**The problem**. Search the entries below. Return every line that has "view" in it.

Excerpts from a dataset:
--- START ---

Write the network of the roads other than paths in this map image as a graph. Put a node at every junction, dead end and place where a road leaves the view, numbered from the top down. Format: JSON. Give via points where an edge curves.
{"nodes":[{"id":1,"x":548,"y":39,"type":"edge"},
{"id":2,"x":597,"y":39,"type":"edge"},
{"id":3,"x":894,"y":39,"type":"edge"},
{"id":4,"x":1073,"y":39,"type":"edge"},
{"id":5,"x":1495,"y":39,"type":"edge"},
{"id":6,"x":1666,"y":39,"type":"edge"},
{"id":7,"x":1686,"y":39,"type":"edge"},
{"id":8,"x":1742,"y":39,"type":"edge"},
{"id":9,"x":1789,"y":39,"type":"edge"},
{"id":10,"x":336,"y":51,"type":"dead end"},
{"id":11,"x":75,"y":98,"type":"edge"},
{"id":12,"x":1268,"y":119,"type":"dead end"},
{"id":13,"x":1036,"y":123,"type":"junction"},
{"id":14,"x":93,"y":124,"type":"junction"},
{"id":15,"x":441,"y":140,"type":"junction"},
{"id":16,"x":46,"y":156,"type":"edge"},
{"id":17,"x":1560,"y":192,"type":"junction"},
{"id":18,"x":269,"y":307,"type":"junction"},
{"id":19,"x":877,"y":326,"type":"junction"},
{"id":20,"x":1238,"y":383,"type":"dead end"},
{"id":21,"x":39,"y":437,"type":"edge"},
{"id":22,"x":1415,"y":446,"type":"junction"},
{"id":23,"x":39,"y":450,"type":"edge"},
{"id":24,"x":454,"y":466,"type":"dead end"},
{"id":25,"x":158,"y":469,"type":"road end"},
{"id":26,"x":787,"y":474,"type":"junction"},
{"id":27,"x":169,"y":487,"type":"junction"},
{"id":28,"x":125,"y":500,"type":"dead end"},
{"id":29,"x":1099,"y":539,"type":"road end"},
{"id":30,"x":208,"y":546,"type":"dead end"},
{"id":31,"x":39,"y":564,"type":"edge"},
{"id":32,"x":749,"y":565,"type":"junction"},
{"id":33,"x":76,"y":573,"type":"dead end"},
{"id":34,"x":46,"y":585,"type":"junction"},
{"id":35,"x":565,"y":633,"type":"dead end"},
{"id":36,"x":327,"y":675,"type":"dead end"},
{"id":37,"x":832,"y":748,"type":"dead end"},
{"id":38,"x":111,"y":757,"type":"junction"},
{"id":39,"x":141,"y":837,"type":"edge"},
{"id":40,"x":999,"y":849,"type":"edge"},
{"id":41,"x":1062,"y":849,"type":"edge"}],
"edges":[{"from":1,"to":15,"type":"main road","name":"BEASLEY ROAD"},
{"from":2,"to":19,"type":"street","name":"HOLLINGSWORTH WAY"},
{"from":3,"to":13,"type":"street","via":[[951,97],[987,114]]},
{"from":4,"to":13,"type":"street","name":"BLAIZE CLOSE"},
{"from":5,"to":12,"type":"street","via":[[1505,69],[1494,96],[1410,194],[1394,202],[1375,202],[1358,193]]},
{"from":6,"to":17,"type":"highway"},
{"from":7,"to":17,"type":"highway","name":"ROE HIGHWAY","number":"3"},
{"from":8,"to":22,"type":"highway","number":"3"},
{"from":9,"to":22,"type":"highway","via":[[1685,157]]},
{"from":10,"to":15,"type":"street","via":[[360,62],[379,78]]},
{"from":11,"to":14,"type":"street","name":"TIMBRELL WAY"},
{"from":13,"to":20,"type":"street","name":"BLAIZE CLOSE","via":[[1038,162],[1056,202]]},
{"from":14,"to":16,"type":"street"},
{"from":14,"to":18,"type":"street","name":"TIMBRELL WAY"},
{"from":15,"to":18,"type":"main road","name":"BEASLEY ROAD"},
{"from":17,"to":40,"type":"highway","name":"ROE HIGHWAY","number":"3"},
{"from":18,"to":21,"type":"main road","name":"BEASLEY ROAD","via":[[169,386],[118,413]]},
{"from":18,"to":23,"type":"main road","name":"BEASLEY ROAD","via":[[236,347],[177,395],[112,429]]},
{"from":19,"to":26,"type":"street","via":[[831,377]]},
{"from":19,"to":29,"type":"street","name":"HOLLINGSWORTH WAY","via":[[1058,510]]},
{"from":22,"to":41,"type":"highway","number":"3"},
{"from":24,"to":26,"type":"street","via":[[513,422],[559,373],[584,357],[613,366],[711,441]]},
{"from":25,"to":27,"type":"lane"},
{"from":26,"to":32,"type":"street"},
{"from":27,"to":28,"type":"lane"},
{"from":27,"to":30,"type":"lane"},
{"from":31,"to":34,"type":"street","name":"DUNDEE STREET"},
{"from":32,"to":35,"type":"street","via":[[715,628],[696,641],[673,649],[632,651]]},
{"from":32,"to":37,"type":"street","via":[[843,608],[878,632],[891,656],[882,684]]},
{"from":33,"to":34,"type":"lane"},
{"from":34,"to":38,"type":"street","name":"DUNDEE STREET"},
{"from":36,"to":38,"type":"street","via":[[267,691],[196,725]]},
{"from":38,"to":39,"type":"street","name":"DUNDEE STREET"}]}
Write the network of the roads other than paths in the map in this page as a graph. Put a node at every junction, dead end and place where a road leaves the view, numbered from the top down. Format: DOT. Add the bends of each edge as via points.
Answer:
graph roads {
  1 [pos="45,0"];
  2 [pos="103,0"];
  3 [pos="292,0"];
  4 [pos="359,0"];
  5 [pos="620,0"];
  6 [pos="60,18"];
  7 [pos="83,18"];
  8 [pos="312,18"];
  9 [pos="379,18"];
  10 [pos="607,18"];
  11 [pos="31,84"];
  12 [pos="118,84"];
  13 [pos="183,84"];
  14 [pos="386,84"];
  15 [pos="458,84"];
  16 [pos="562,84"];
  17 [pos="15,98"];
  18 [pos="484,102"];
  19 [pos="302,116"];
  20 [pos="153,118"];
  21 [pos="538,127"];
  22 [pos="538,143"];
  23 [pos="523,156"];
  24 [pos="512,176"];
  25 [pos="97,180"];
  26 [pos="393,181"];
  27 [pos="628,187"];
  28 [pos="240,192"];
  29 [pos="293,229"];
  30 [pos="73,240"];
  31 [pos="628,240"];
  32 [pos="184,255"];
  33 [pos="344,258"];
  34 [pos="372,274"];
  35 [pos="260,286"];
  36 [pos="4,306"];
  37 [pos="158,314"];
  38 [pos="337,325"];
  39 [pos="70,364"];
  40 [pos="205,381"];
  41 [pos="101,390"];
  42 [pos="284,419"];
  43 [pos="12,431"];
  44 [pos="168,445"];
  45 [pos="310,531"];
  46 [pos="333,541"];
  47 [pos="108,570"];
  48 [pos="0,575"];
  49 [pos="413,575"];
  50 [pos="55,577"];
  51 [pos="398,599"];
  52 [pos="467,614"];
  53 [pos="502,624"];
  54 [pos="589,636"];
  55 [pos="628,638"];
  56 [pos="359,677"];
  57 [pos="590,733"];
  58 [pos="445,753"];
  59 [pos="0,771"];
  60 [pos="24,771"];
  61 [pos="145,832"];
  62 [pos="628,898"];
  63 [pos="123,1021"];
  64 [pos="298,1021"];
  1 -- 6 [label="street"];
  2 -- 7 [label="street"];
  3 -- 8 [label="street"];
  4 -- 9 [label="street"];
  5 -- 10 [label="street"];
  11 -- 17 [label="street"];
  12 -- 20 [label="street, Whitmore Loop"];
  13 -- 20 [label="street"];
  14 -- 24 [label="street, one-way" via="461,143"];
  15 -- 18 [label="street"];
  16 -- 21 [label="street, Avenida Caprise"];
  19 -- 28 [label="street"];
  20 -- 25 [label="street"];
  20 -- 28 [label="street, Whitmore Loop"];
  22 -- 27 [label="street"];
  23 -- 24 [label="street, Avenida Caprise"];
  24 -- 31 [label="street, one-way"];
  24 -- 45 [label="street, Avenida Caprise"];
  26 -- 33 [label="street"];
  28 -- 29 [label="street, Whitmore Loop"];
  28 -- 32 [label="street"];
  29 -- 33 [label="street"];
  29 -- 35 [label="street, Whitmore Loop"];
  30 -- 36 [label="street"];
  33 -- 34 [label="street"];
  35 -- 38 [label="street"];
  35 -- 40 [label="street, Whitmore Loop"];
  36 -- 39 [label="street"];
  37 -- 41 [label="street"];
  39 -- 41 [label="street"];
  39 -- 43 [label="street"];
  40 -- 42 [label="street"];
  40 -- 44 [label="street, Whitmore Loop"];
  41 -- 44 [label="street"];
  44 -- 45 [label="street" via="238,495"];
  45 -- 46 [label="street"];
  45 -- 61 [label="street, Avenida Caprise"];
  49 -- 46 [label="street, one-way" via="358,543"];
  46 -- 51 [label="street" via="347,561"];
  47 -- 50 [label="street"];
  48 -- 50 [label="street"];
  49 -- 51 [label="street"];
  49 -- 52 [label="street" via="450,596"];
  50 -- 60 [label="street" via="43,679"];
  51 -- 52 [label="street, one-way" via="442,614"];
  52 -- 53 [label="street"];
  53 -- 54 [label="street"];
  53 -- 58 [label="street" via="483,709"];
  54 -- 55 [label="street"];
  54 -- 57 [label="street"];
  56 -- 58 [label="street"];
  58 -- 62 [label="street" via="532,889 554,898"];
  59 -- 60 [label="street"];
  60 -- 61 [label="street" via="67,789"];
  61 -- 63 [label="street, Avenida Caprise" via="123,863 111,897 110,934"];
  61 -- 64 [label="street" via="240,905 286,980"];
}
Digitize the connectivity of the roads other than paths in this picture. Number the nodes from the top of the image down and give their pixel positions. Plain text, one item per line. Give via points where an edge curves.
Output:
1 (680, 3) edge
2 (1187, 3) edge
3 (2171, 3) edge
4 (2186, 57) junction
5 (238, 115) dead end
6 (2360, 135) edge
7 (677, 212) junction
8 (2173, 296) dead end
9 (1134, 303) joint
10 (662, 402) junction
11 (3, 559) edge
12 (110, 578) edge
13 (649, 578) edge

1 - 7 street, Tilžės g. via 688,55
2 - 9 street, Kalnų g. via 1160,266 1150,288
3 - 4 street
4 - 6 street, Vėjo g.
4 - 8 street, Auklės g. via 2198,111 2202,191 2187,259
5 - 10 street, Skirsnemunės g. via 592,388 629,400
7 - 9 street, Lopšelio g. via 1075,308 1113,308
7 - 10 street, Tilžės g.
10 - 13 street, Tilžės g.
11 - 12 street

--- END ---

**Output of the task**.
Write the network of the roads other than paths in this map image as a graph. Put a node at every junction, dead end and place where a road leaves the view, numbered from the top down. Format: JSON. Give via points where an edge curves.
Write the network of the roads other than paths in the map in this page as a graph. Put a node at every junction, dead end and place where a road leaves the view, numbered from the top down. Format: DOT. Add the bends of each edge as via points.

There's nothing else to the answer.